**Raw data**.
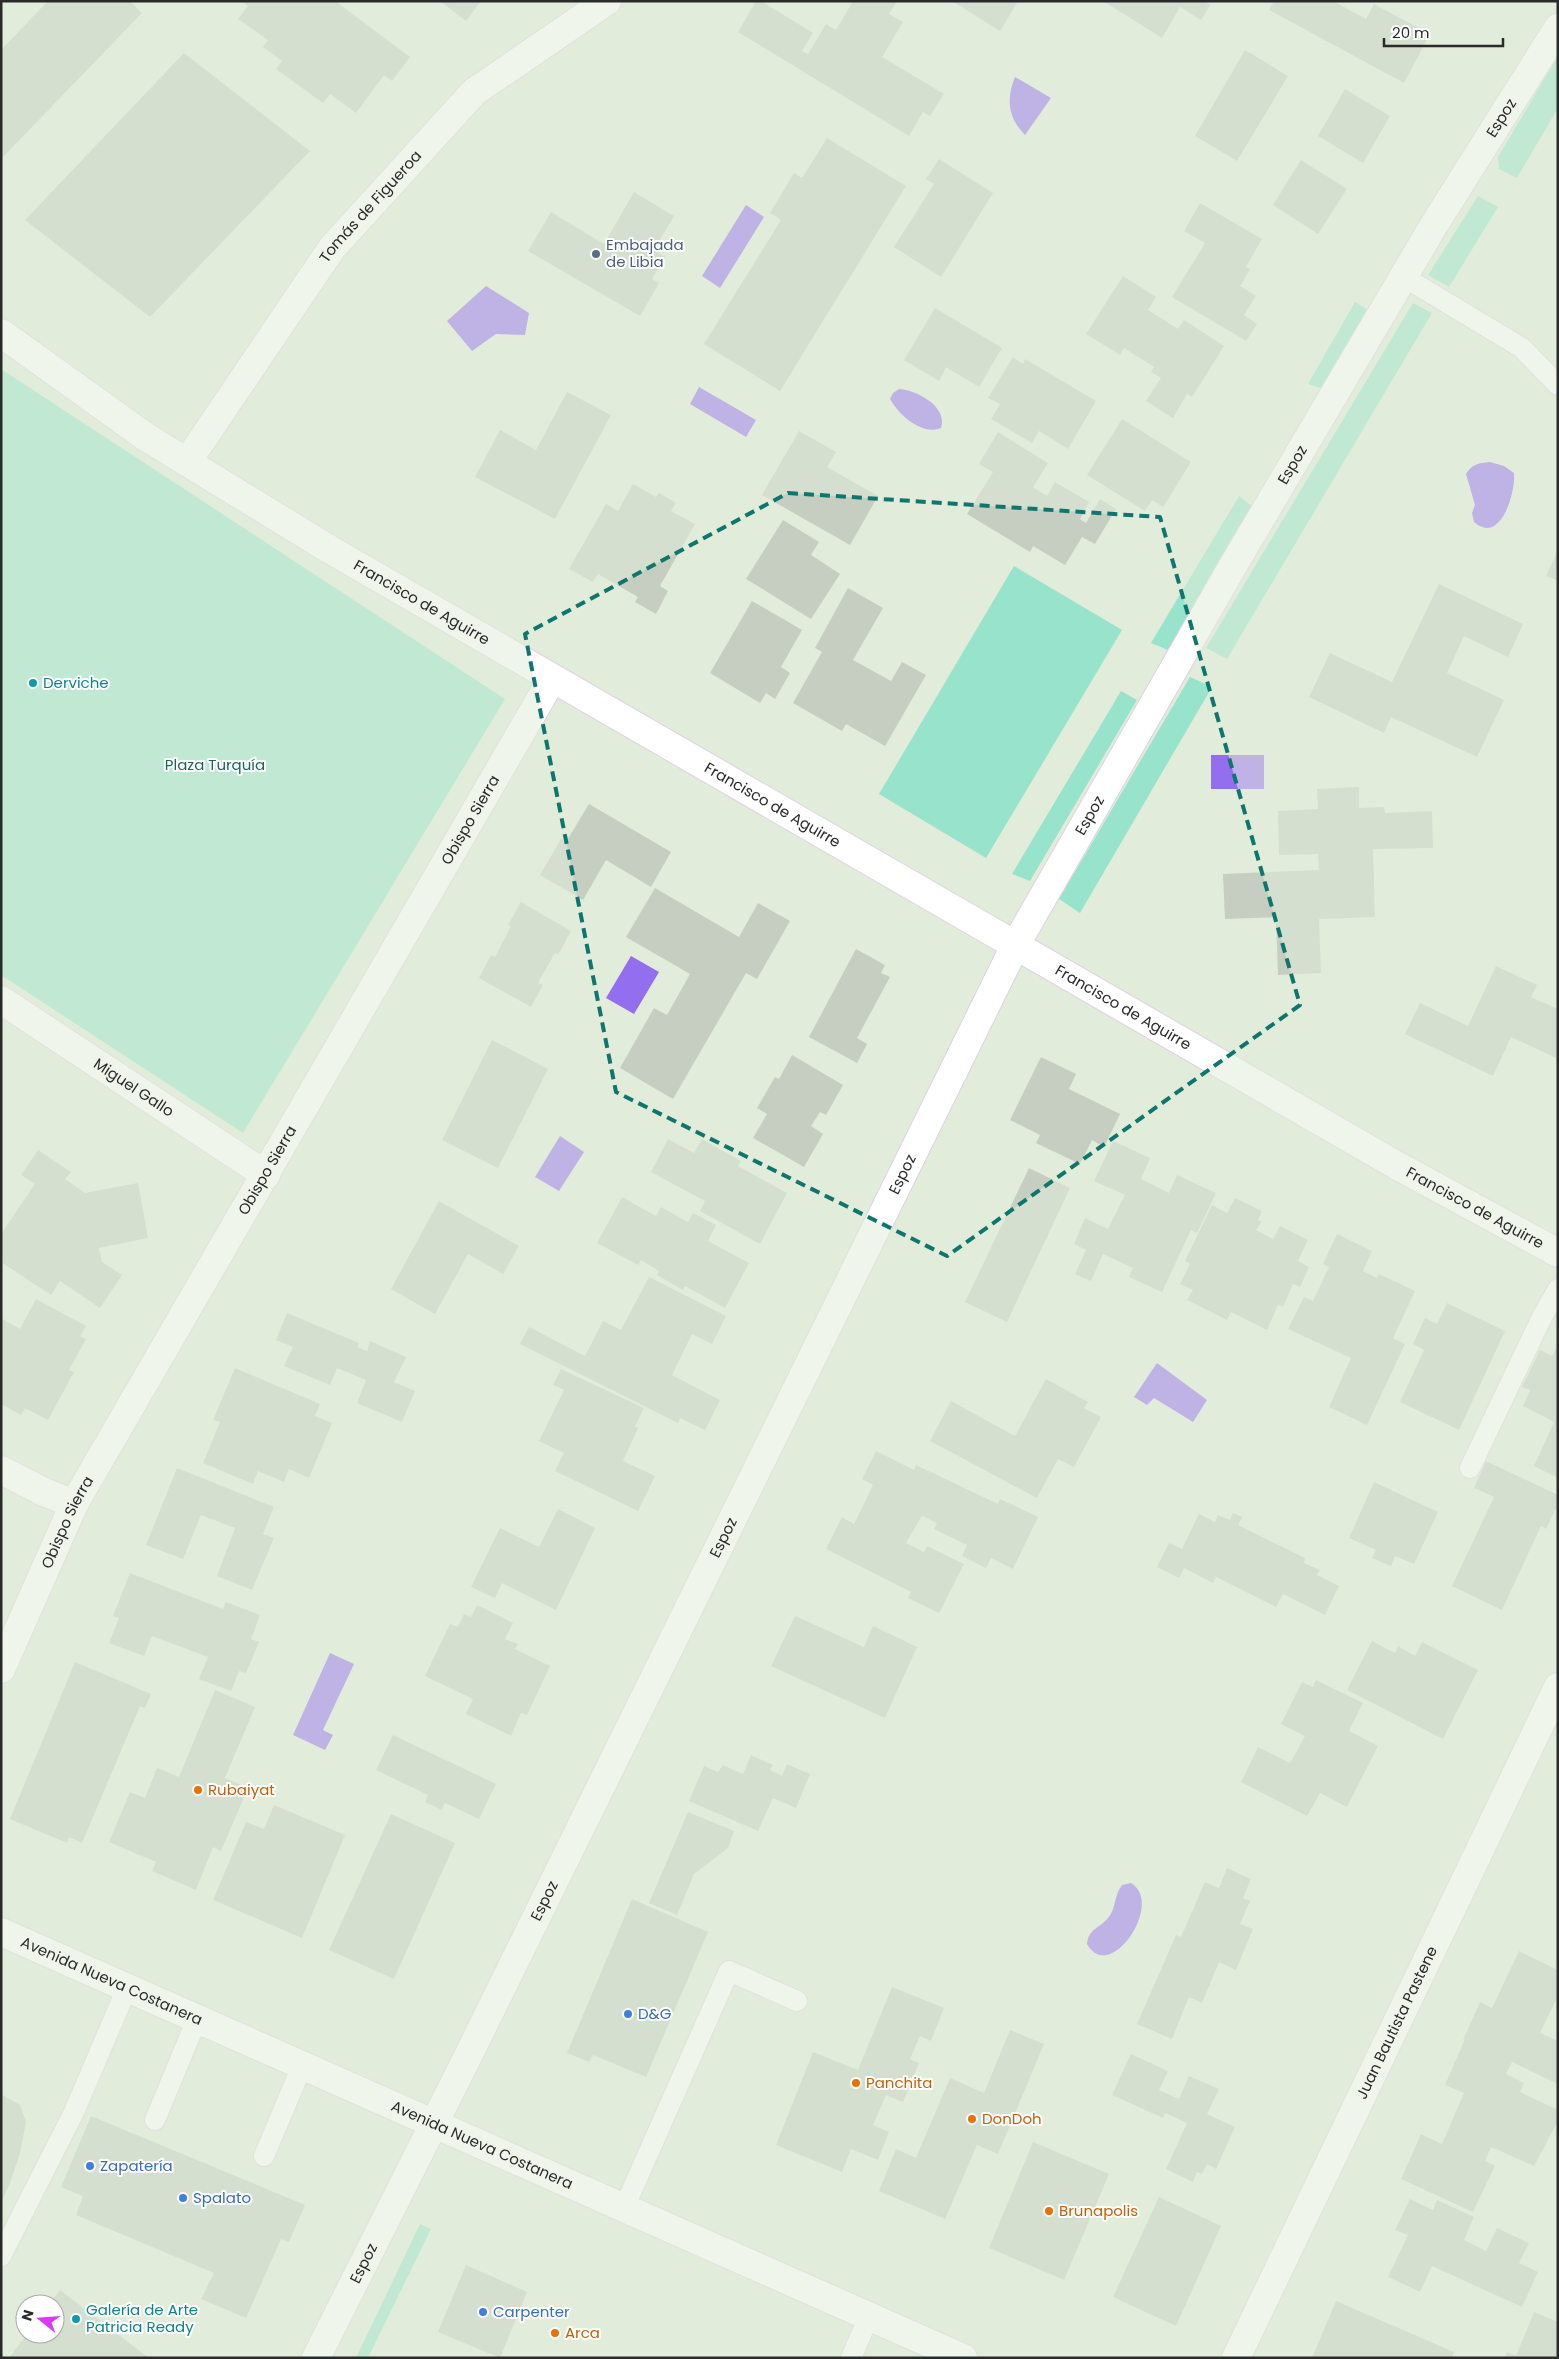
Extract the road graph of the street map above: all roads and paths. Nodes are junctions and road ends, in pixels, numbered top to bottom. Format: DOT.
--
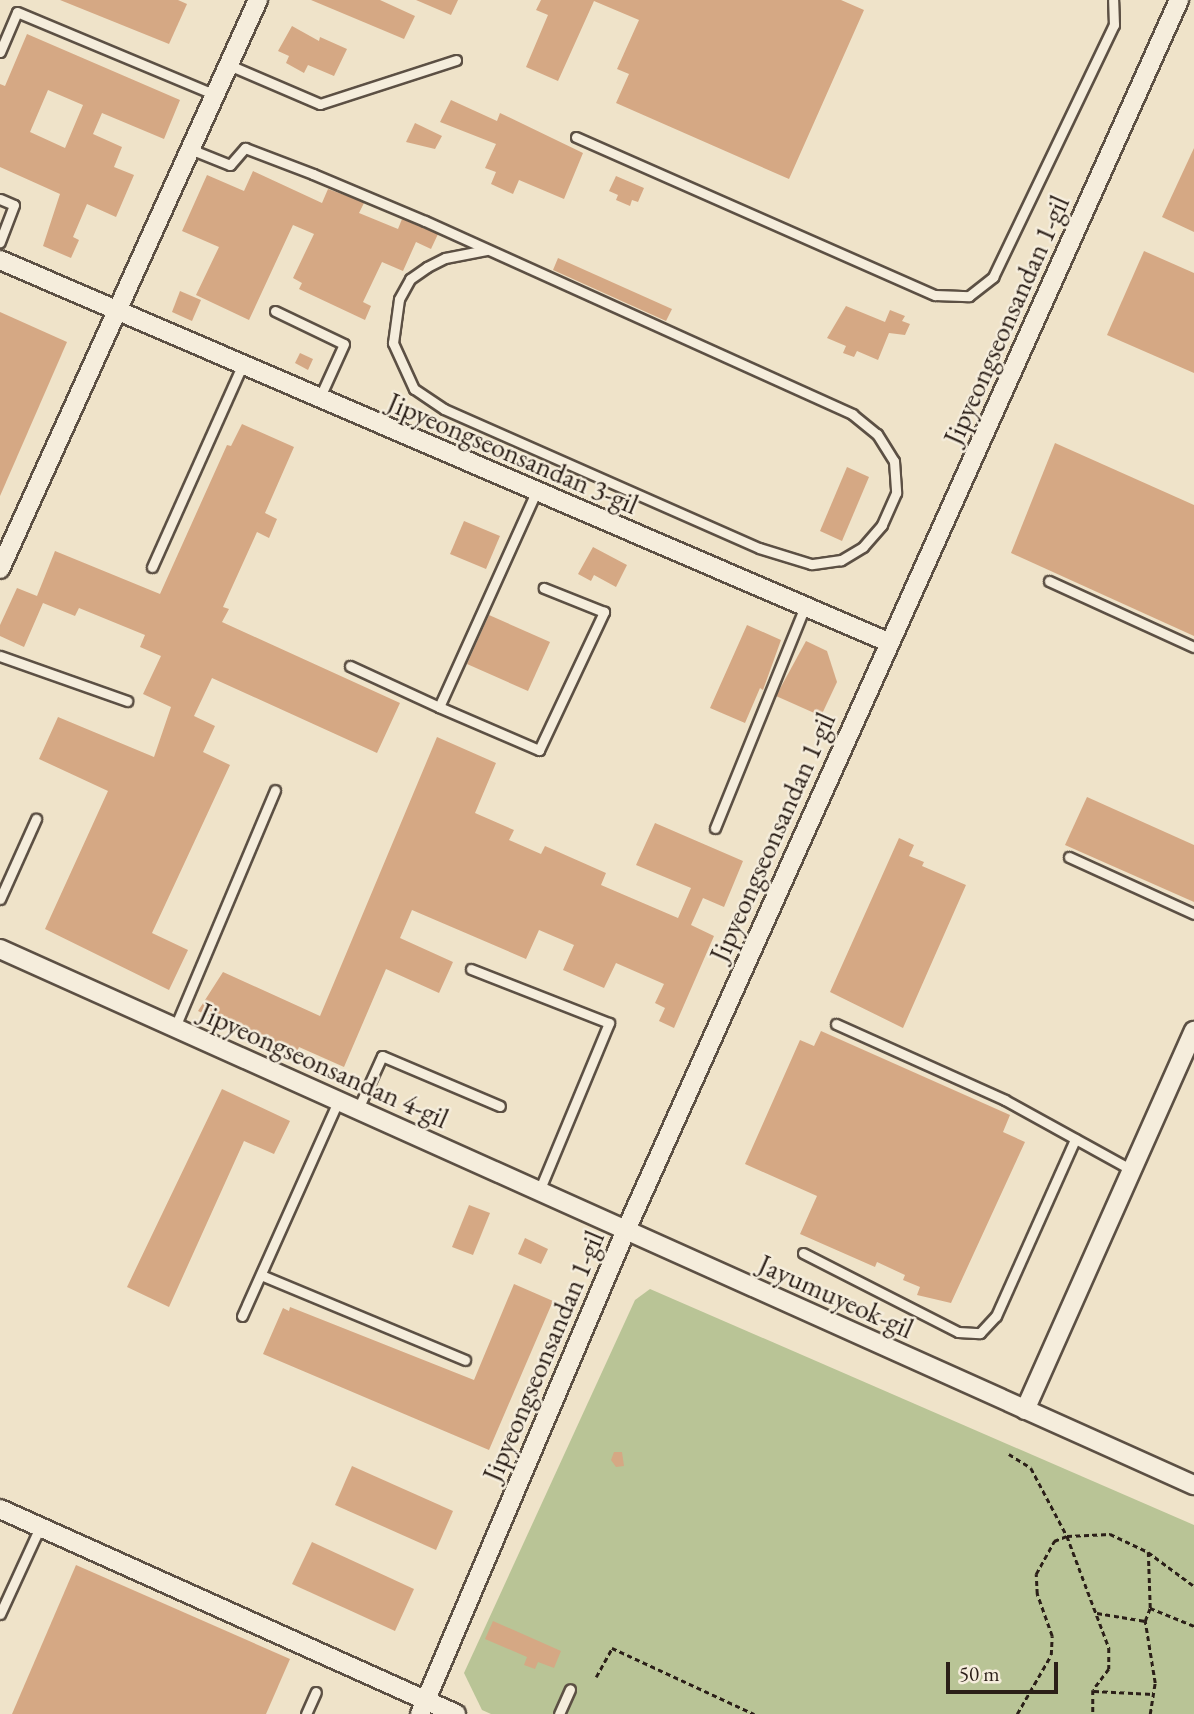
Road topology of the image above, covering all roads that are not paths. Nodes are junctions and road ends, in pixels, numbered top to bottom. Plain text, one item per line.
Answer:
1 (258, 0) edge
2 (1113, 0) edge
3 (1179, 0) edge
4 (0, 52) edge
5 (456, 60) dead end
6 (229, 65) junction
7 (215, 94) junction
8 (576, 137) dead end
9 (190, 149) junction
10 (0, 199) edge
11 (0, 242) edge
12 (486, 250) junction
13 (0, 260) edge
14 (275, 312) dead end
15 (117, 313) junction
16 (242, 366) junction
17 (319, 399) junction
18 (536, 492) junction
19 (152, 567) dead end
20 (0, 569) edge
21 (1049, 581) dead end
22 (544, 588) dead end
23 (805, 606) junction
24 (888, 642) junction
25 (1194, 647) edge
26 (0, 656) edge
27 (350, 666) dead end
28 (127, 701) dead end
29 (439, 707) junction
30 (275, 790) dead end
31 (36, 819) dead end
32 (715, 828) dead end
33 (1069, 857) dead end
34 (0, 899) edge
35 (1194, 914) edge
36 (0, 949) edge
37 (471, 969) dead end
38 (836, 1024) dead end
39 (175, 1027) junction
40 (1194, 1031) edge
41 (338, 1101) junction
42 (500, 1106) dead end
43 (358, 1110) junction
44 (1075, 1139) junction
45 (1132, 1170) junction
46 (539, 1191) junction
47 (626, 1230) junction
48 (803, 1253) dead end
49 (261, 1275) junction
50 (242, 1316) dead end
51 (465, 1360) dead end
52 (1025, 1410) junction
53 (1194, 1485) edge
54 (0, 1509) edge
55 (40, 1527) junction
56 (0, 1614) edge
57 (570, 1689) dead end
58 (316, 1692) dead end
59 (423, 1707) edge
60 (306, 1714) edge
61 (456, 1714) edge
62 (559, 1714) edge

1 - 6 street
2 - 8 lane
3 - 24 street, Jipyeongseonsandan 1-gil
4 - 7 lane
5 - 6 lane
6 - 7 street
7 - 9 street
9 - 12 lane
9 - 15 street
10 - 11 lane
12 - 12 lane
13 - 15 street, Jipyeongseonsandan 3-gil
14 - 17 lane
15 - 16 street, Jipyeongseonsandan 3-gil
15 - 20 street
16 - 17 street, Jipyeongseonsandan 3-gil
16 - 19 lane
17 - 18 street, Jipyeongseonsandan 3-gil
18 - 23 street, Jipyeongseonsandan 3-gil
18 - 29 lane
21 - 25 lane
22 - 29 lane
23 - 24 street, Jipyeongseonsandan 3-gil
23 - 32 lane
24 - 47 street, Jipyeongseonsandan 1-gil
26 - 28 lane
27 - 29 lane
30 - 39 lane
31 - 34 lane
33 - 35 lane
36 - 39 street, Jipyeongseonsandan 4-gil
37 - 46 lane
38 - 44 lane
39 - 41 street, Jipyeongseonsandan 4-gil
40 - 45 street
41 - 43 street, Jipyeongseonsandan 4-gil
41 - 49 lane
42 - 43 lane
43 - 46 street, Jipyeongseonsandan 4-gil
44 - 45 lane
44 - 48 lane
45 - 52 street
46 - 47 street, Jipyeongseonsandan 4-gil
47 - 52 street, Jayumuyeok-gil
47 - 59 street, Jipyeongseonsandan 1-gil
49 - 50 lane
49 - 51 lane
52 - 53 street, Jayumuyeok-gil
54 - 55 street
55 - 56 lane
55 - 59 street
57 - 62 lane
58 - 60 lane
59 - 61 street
--
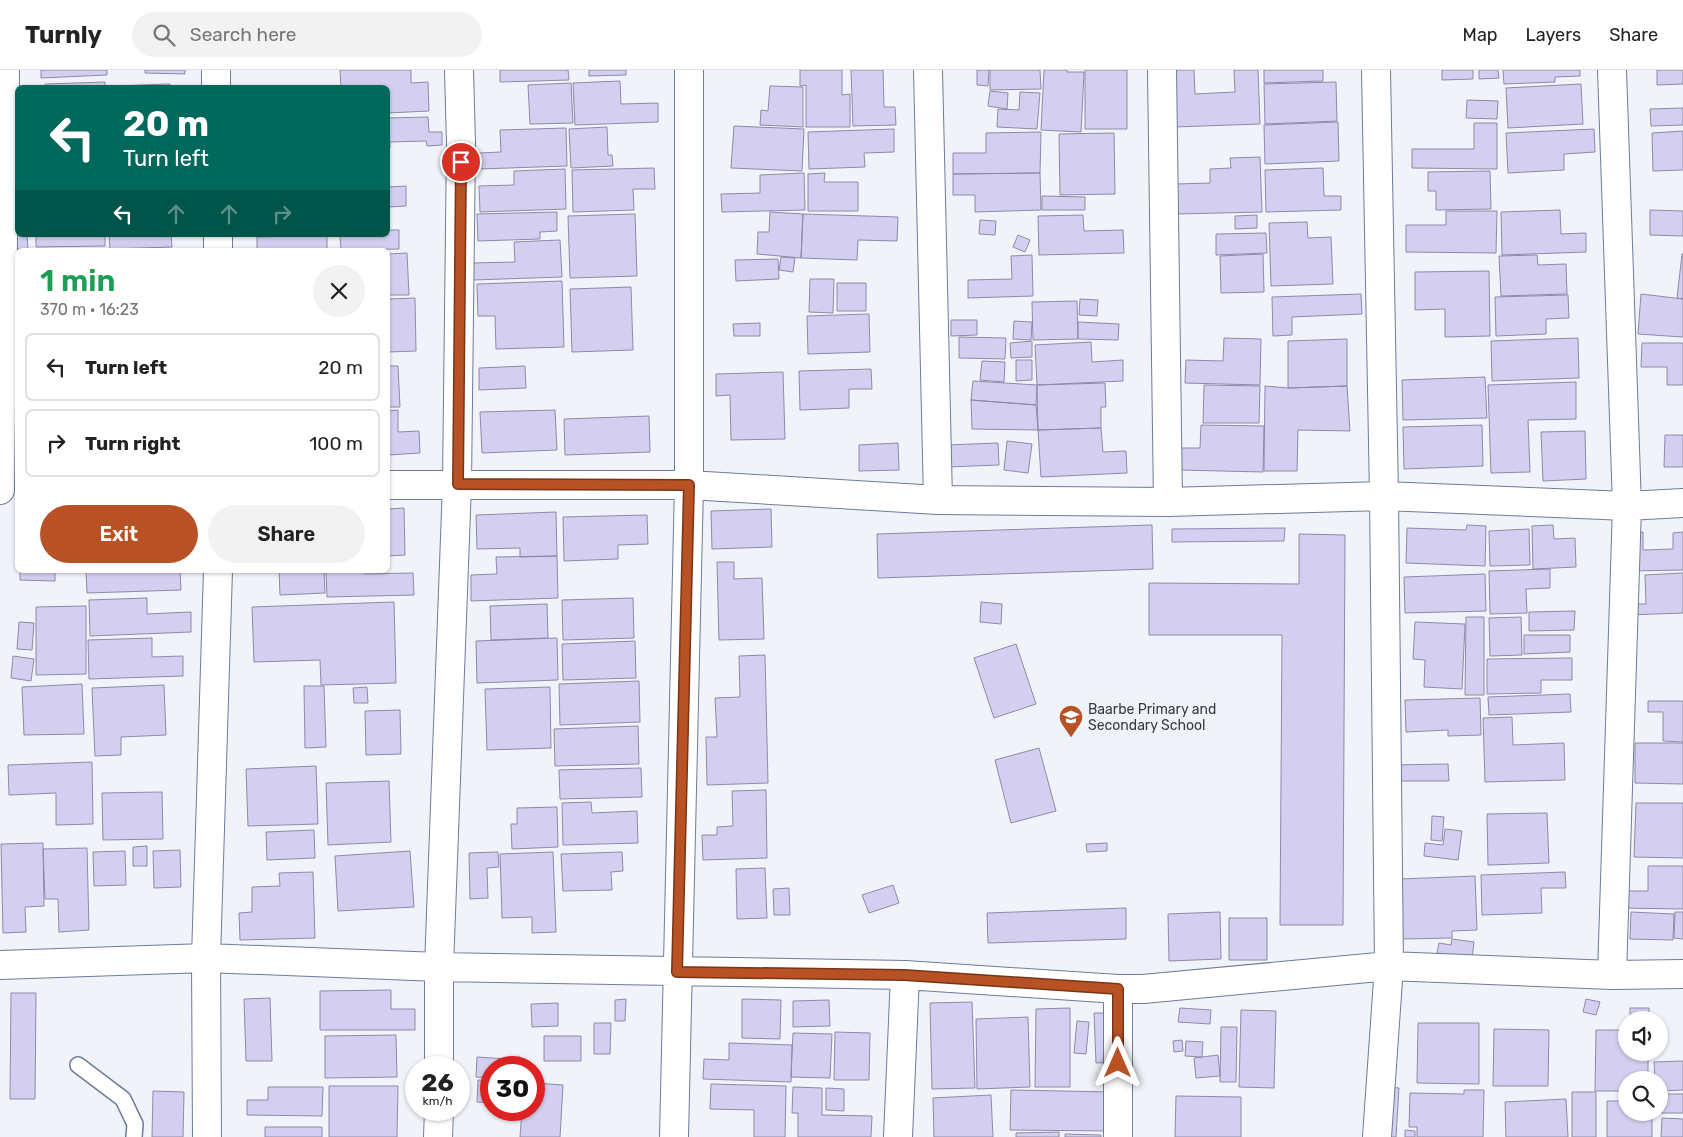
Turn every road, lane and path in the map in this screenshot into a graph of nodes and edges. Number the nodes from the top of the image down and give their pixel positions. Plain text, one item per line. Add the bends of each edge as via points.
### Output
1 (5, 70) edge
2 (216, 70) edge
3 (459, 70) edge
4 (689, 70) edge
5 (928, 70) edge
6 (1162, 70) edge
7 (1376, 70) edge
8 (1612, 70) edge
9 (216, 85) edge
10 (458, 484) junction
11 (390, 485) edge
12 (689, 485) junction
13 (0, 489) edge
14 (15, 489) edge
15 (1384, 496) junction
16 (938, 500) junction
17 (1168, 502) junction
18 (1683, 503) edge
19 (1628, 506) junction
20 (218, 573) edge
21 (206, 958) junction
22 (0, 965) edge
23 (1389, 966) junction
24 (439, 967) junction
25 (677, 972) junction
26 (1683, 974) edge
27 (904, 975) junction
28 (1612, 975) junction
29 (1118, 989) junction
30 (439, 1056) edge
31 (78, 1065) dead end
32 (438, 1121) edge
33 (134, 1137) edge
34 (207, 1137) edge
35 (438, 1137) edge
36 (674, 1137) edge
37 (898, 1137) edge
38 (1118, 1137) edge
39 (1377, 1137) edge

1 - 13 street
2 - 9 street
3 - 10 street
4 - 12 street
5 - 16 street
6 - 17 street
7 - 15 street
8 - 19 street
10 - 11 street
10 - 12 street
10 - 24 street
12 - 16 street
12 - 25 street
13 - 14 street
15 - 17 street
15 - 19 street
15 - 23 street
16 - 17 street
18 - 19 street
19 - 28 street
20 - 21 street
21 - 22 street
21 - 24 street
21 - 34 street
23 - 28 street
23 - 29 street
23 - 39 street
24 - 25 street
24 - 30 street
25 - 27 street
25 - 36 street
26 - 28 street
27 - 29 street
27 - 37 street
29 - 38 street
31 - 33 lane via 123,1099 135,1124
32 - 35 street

**Work instructions**.
Search the material above for the word "numbered", then copy each line that holds it.

**Response**.
Extract the road graph of the street map above: all roads and paths. Nodes are junctions and road ends, in pixels, numbered top to bottom. Format: DOT.
Road topology of the image above, covering all roads that are not paths. Nodes are junctions and road ends, in pixels, numbered top to bottom. Plain text, one item per line.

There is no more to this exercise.